What’s more is that Google will let you toggle on and off which ones you want to surface.

As it stands right now with Android 10 on the Pixel 4, the power menu brings up the screenshot, power off, restart, and emergency button as well as your cards and passes. With the cards and passes having recently been added in the last few months officially.

You can’t disable any of these options though. They stay there whether you want to see them or not. But in Android 11 that’s changing.

The Android 11 beta will let you enable/disable cards and passes in the power menu

Once Android 11 is installed on your device, you can turn cards and passes off. Under the gestures menu in settings, there’s a sub-menu for the power menu options that you can adjust.
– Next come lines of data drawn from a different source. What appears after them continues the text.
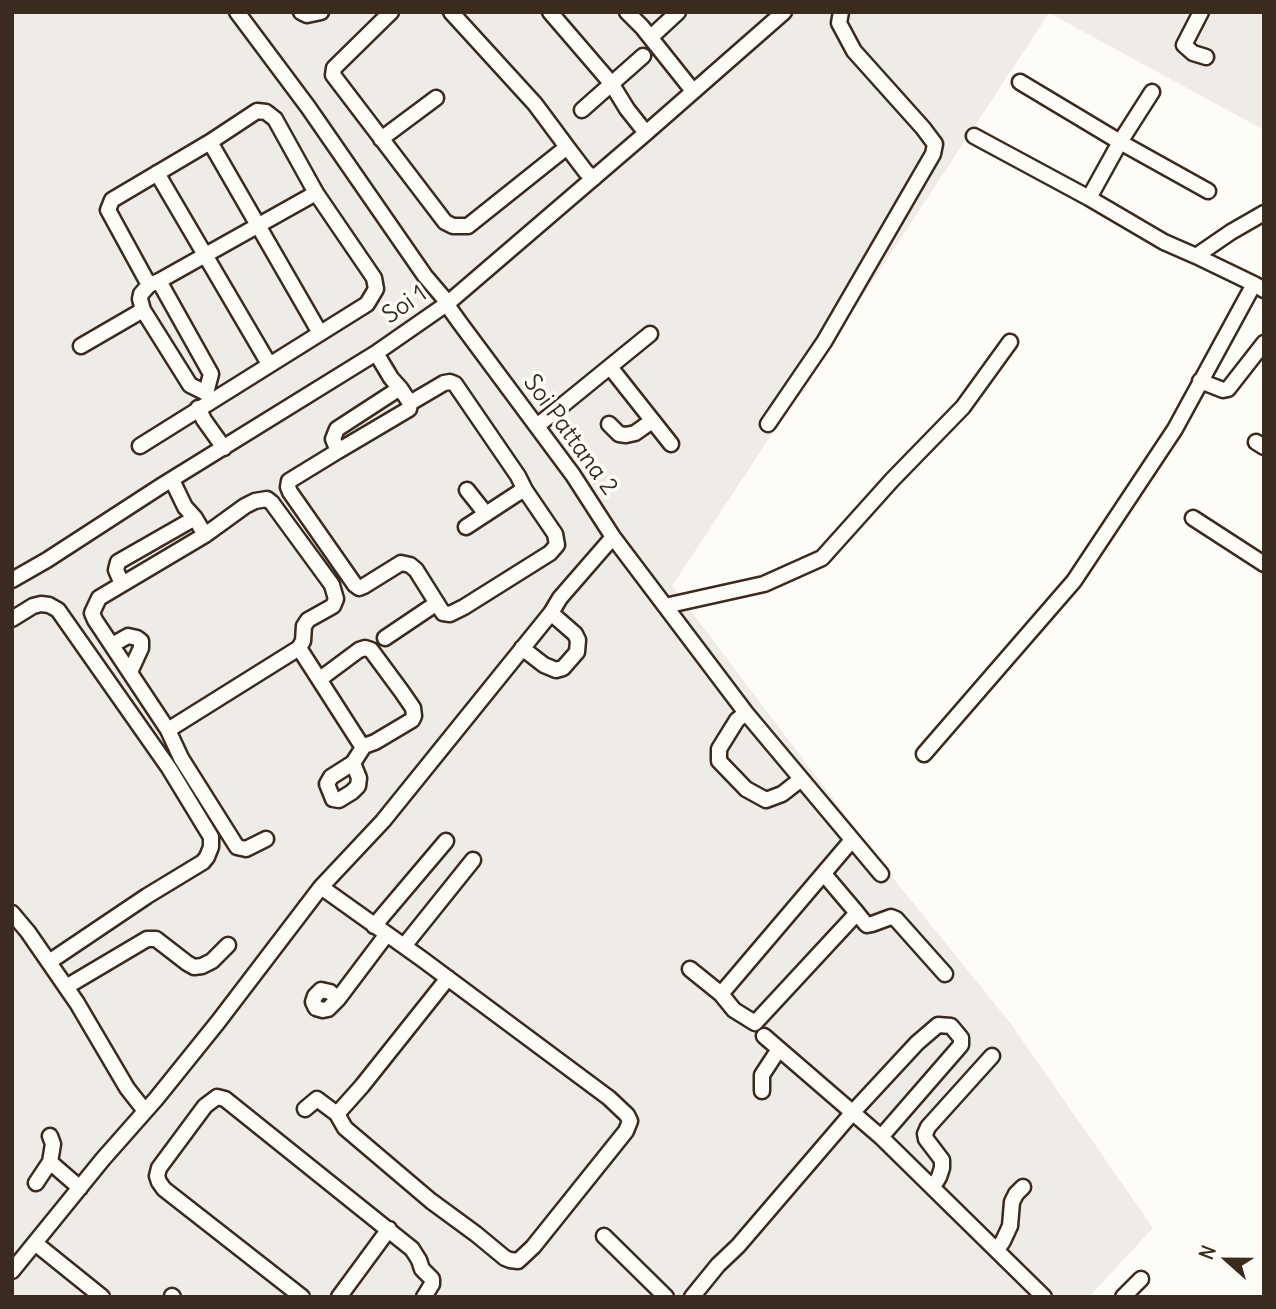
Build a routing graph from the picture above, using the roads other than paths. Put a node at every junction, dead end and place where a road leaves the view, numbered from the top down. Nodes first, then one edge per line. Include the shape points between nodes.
1 (237, 12) edge
2 (301, 12) edge
3 (321, 12) edge
4 (391, 12) edge
5 (451, 12) edge
6 (550, 12) edge
7 (627, 12) edge
8 (678, 12) edge
9 (784, 12) edge
10 (841, 12) edge
11 (1201, 12) edge
12 (651, 37) junction
13 (643, 56) dead end
14 (1206, 57) dead end
15 (1020, 82) dead end
16 (611, 83) junction
17 (693, 91) junction
18 (1152, 92) dead end
19 (436, 98) dead end
20 (582, 110) dead end
21 (646, 133) junction
22 (974, 136) dead end
23 (381, 139) junction
24 (210, 142) junction
25 (1120, 142) junction
26 (567, 146) junction
27 (157, 173) junction
28 (594, 178) junction
29 (1208, 191) dead end
30 (316, 193) junction
31 (1088, 198) junction
32 (1264, 213) edge
33 (258, 225) junction
34 (204, 255) junction
35 (1196, 256) junction
36 (154, 283) junction
37 (1259, 287) edge
38 (448, 303) junction
39 (143, 310) junction
40 (320, 333) junction
41 (650, 334) dead end
42 (1010, 342) dead end
43 (1264, 343) edge
44 (81, 346) dead end
45 (376, 353) junction
46 (269, 364) junction
47 (610, 367) junction
48 (1200, 381) junction
49 (400, 388) junction
50 (205, 401) junction
51 (410, 403) junction
52 (652, 421) junction
53 (609, 424) dead end
54 (768, 424) dead end
55 (537, 426) junction
56 (671, 444) dead end
57 (140, 446) dead end
58 (224, 448) junction
59 (338, 451) junction
60 (172, 480) junction
61 (525, 489) junction
62 (467, 490) dead end
63 (486, 514) junction
64 (1193, 517) dead end
65 (195, 518) junction
66 (466, 527) dead end
67 (205, 536) junction
68 (613, 537) junction
69 (1264, 564) edge
70 (12, 580) edge
71 (122, 584) junction
72 (437, 603) junction
73 (665, 606) junction
74 (554, 616) junction
75 (12, 619) edge
76 (385, 638) dead end
77 (112, 645) junction
78 (299, 648) junction
79 (526, 652) junction
80 (130, 672) junction
81 (320, 679) junction
82 (746, 713) junction
83 (168, 730) junction
84 (364, 746) junction
85 (924, 754) dead end
86 (353, 763) dead end
87 (800, 780) junction
88 (266, 839) dead end
89 (446, 841) dead end
90 (844, 849) junction
91 (473, 860) dead end
92 (824, 874) junction
93 (881, 874) dead end
94 (326, 890) junction
95 (857, 912) junction
96 (12, 913) edge
97 (381, 930) junction
98 (228, 945) dead end
99 (404, 946) junction
100 (49, 962) junction
101 (690, 969) dead end
102 (945, 974) dead end
103 (448, 978) junction
104 (66, 987) junction
105 (721, 994) junction
106 (338, 999) dead end
107 (764, 1036) dead end
108 (779, 1049) junction
109 (992, 1056) dead end
110 (762, 1091) dead end
111 (142, 1107) junction
112 (305, 1110) dead end
113 (853, 1112) junction
114 (337, 1114) junction
115 (50, 1136) dead end
116 (881, 1138) junction
117 (55, 1166) junction
118 (36, 1183) dead end
119 (76, 1184) junction
120 (933, 1187) junction
121 (1023, 1187) dead end
122 (388, 1230) junction
123 (604, 1236) dead end
124 (35, 1243) junction
125 (996, 1250) junction
126 (12, 1271) edge
127 (1142, 1279) dead end
128 (1035, 1294) edge
129 (102, 1297) edge
130 (302, 1297) edge
131 (340, 1297) edge
132 (424, 1297) edge
133 (666, 1297) edge
134 (692, 1297) edge
135 (1123, 1297) edge

1 - 38 street, Soi Pattana 2
2 - 3 street
4 - 23 street via 334,68 333,75
5 - 26 street
6 - 16 street
7 - 12 street
8 - 12 street
9 - 17 street, Soi 1
10 - 54 street via 839,23 854,51 935,144 824,342
11 - 14 street via 1184,45
12 - 17 street
13 - 16 street
15 - 25 street
16 - 20 street
16 - 21 street
17 - 21 street, Soi 1
18 - 25 street
19 - 23 street
21 - 28 street, Soi 1
22 - 31 street
23 - 26 street via 445,222 453,226 468,226
24 - 27 street
24 - 30 street via 257,111 266,112 275,119
24 - 33 street
25 - 29 street
25 - 31 street
26 - 28 street
27 - 34 street
27 - 36 street via 112,200 108,210
28 - 38 street, Soi 1
30 - 33 street
30 - 40 street via 374,278 376,289 367,304
31 - 35 street
32 - 35 street
33 - 34 street
33 - 40 street
34 - 36 street
34 - 46 street
35 - 37 street
36 - 39 street via 141,294
36 - 50 street via 211,374
37 - 48 street
38 - 45 street, Soi 1
38 - 55 street, Soi Pattana 2
39 - 44 street
39 - 50 street
40 - 46 street
41 - 47 street
42 - 73 street via 963,407 822,558 764,584
43 - 48 street via 1228,389
45 - 49 street
45 - 58 street, Soi 1
46 - 50 street
47 - 52 street
47 - 55 street
48 - 85 street via 1175,429 1074,581
49 - 51 street
49 - 59 street via 337,429 333,439
50 - 57 street
50 - 58 street via 211,431
51 - 59 street via 402,414
51 - 61 street via 444,383 455,384
52 - 53 street via 626,435
52 - 56 street
55 - 68 street, Soi Pattana 2
58 - 60 street, Soi 1
59 - 72 street via 289,481 290,492 355,586 406,564 416,570
60 - 65 street
60 - 70 street, Soi 1
61 - 63 street
61 - 72 street via 555,534 557,545 450,614 443,613
62 - 63 street
63 - 66 street
64 - 69 street
65 - 67 street
65 - 71 street via 118,562
67 - 71 street
67 - 78 street via 255,501 272,503 335,592 333,606 304,626
68 - 73 street, Soi Pattana 2
68 - 74 street via 560,598
71 - 77 street via 99,598 92,613
72 - 76 street
73 - 82 street, Soi Pattana 2
74 - 79 street
74 - 79 street via 575,634 577,652 556,670
75 - 100 street via 41,604 58,610 169,768 211,837 202,862
77 - 80 street
77 - 80 street via 128,636 141,641
78 - 81 street
78 - 83 street
79 - 94 street
80 - 83 street
81 - 84 street
81 - 84 street via 365,648 407,700 415,714 412,720
82 - 87 street, Soi Pattana 2
82 - 87 street via 719,749 719,761 746,789 766,800
83 - 88 street via 237,847 246,849
84 - 86 street
87 - 90 street, Soi Pattana 2
89 - 97 street
90 - 92 street
90 - 93 street, Soi Pattana 2
91 - 99 street
92 - 95 street
92 - 105 street
94 - 97 street
94 - 111 street
95 - 102 street via 867,925 896,919
95 - 105 street via 755,1023 734,1010
96 - 100 street
97 - 99 street
97 - 106 street
98 - 104 street via 212,961 194,967 156,939 147,939
99 - 103 street
100 - 104 street
101 - 105 street
103 - 114 street
103 - 114 street via 609,1098 630,1121 626,1132 533,1247 518,1261 505,1258 345,1128
104 - 111 street
107 - 108 street
108 - 110 street via 762,1075
108 - 113 street
109 - 120 street via 928,1127 926,1139 942,1160
111 - 119 street
112 - 114 street via 317,1099
113 - 116 street
113 - 116 street via 917,1042 938,1025 951,1026 961,1045
113 - 134 street
115 - 117 street
116 - 120 street
117 - 118 street
117 - 119 street
119 - 124 street
120 - 125 street
121 - 125 street via 1012,1202 1010,1226
122 - 130 street via 225,1099 210,1101 159,1168 159,1182
122 - 131 street
122 - 132 street via 412,1249 432,1279
123 - 133 street
124 - 126 street
124 - 129 street
125 - 128 street
127 - 135 street

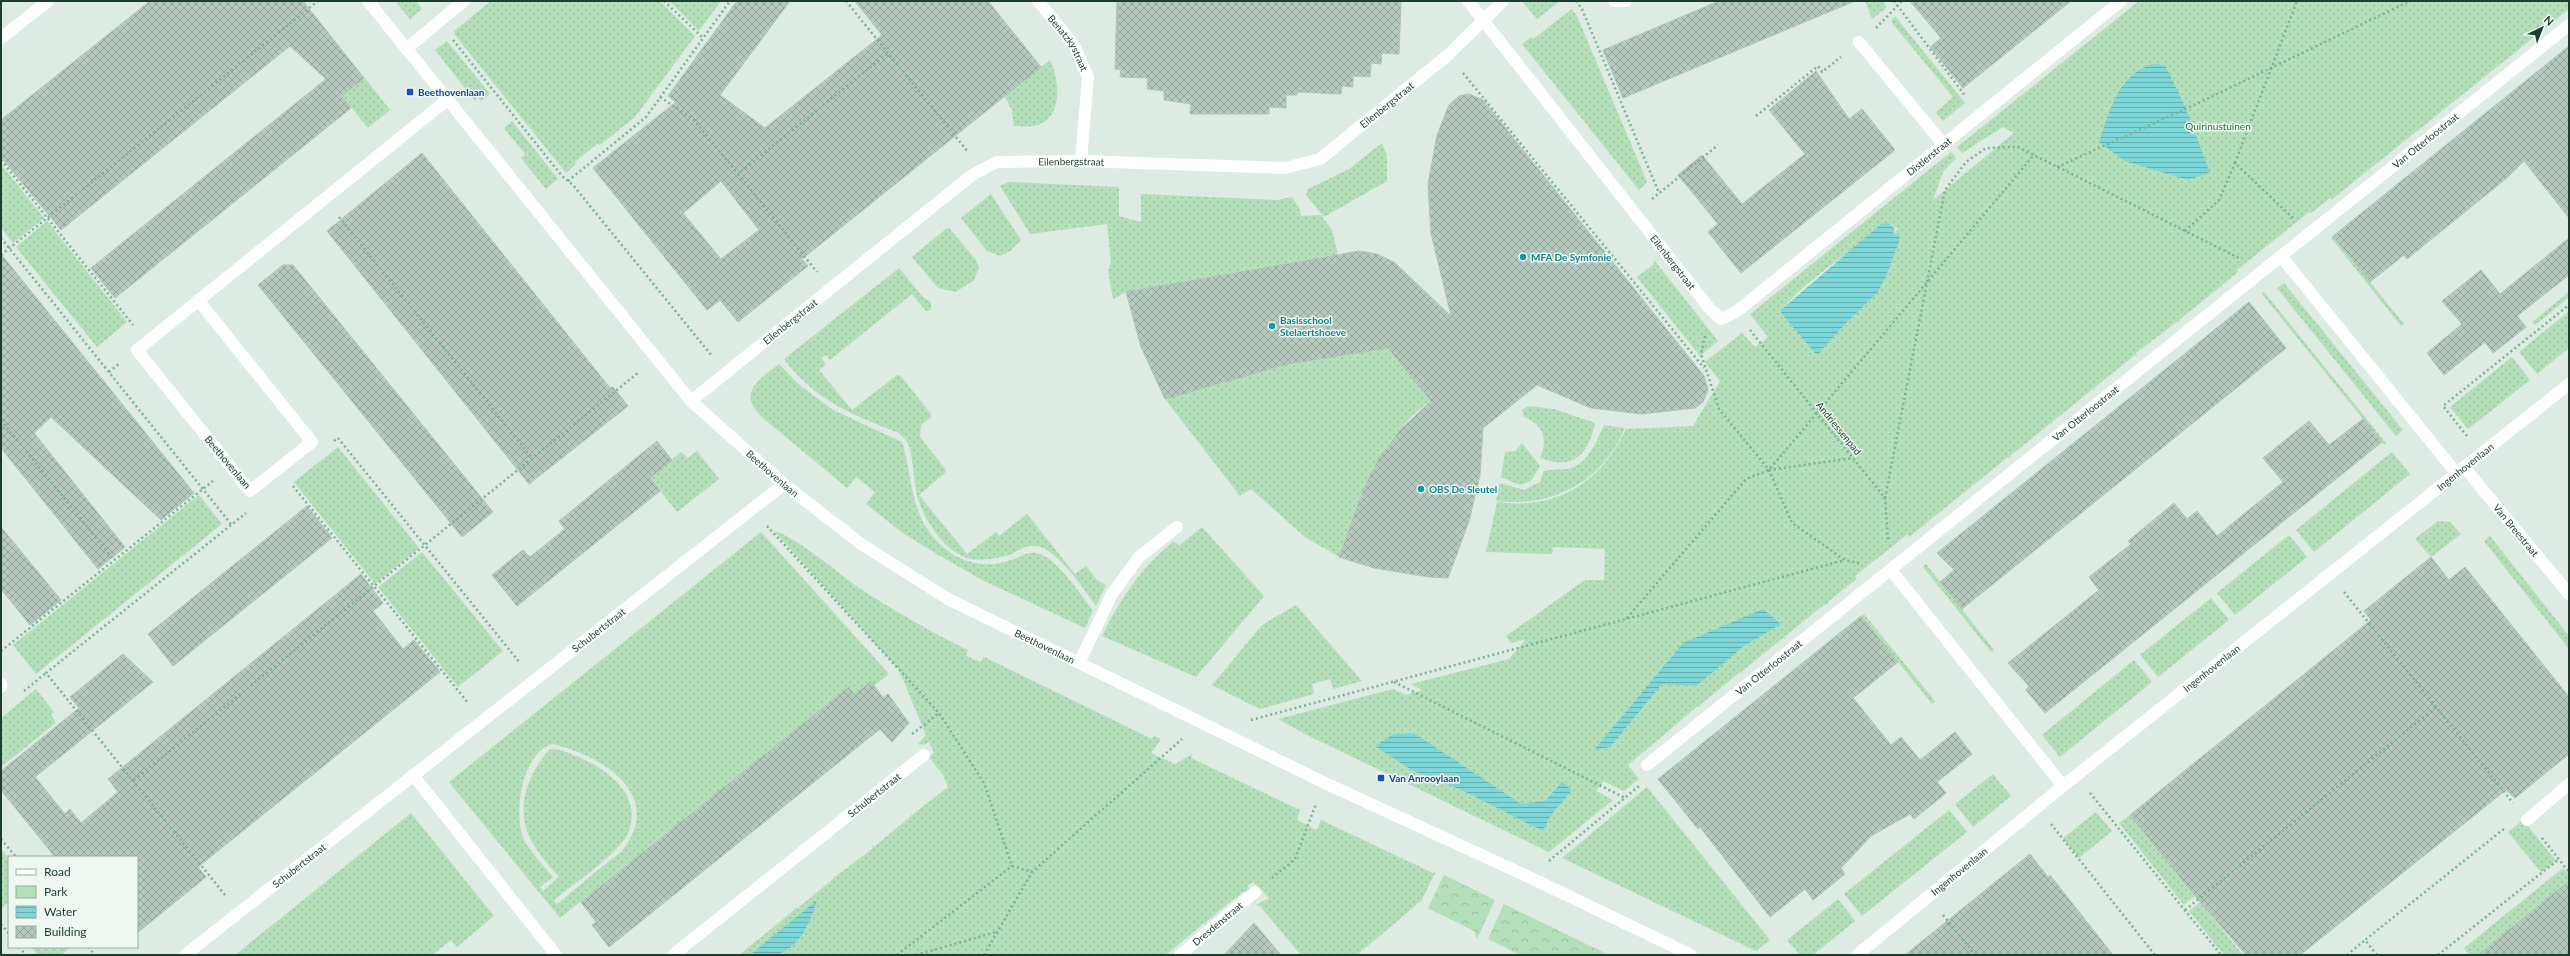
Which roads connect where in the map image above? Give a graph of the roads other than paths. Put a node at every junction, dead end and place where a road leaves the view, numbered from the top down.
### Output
1 (48, 1) edge
2 (368, 1) edge
3 (464, 1) edge
4 (1038, 1) edge
5 (1468, 1) edge
6 (1503, 1) edge
7 (1614, 1) edge
8 (1626, 1) edge
9 (2121, 1) edge
10 (1482, 21) junction
11 (2569, 25) edge
12 (1, 38) edge
13 (1859, 42) road end
14 (406, 49) junction
15 (447, 100) junction
16 (1944, 145) junction
17 (1081, 162) junction
18 (2281, 256) junction
19 (198, 300) junction
20 (1736, 312) joint
21 (2569, 384) edge
22 (691, 401) junction
23 (2460, 471) junction
24 (784, 484) junction
25 (1177, 527) dead end
26 (1891, 570) junction
27 (2569, 594) edge
28 (1079, 663) junction
29 (1, 684) edge
30 (1, 687) edge
31 (924, 755) dead end
32 (1648, 766) road end
33 (413, 775) junction
34 (2569, 784) edge
35 (2063, 786) junction
36 (2527, 820) road end
37 (1255, 892) road end
38 (185, 955) edge
39 (556, 955) edge
40 (673, 955) edge
41 (1180, 955) edge
42 (1691, 955) edge
43 (1857, 955) edge

1 - 12 street
2 - 14 street, Beethovenlaan
3 - 14 street
4 - 17 street, Benatzkystraat
5 - 10 street
6 - 10 street, Eilenbergstraat
7 - 8 street
9 - 16 street, Distlerstraat
10 - 17 street, Eilenbergstraat
10 - 20 street, Eilenbergstraat
11 - 18 street, Van Otterloostraat
13 - 16 street
14 - 15 street, Beethovenlaan
15 - 19 street
15 - 22 street, Beethovenlaan
16 - 20 street, Distlerstraat
17 - 22 street, Eilenbergstraat
18 - 23 street
18 - 26 street, Van Otterloostraat
19 - 19 street, Beethovenlaan
21 - 23 street, Ingenhovenlaan
22 - 24 street, Beethovenlaan
23 - 27 street, Van Breestraat
23 - 35 street, Ingenhovenlaan
24 - 28 street, Beethovenlaan
24 - 33 street, Schubertstraat
25 - 28 street
26 - 32 street, Van Otterloostraat
26 - 35 street
28 - 42 street, Beethovenlaan
29 - 30 street
31 - 40 street, Schubertstraat
33 - 38 street, Schubertstraat
33 - 39 street
34 - 36 street
35 - 43 street, Ingenhovenlaan
37 - 41 street, Dresdenstraat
In that you have two toggles. One of them is for cards and passes. In the screenshot below you can see that it’s set to on. But if you toggle it off then these will no longer pop up when hold the power menu down.

Though some people find it useful to have those there, some might find it a privacy concern. Which is likely why Google is making it possible to customize this option by allowing users to disable it altogether.

You’ll also be able to toggle and customize device controls

The second option for what you can customize here will be device controls. At the moment there aren’t any apps that can utilize this particular feature.

As no apps currently utilize the Controls API. But it wouldn’t be surprising to see this fully utilized by at least a few apps by the time Android 11 is rolled out to the public out of the beta state.

More than likely you’ll see some of Google’s own apps or services use this. If nothing else. An animation of what the device controls feature looks like is visualized in Rahman’s tweet below. It showcases the power button behind held down to bring up the power menu options.

After which a button (presumably a device control) is tapped and then the bulb in a lamp turns on. This is obviously just an example of what could be a very big list of actions that can be controlled from the power menu for quick access. But you get the idea.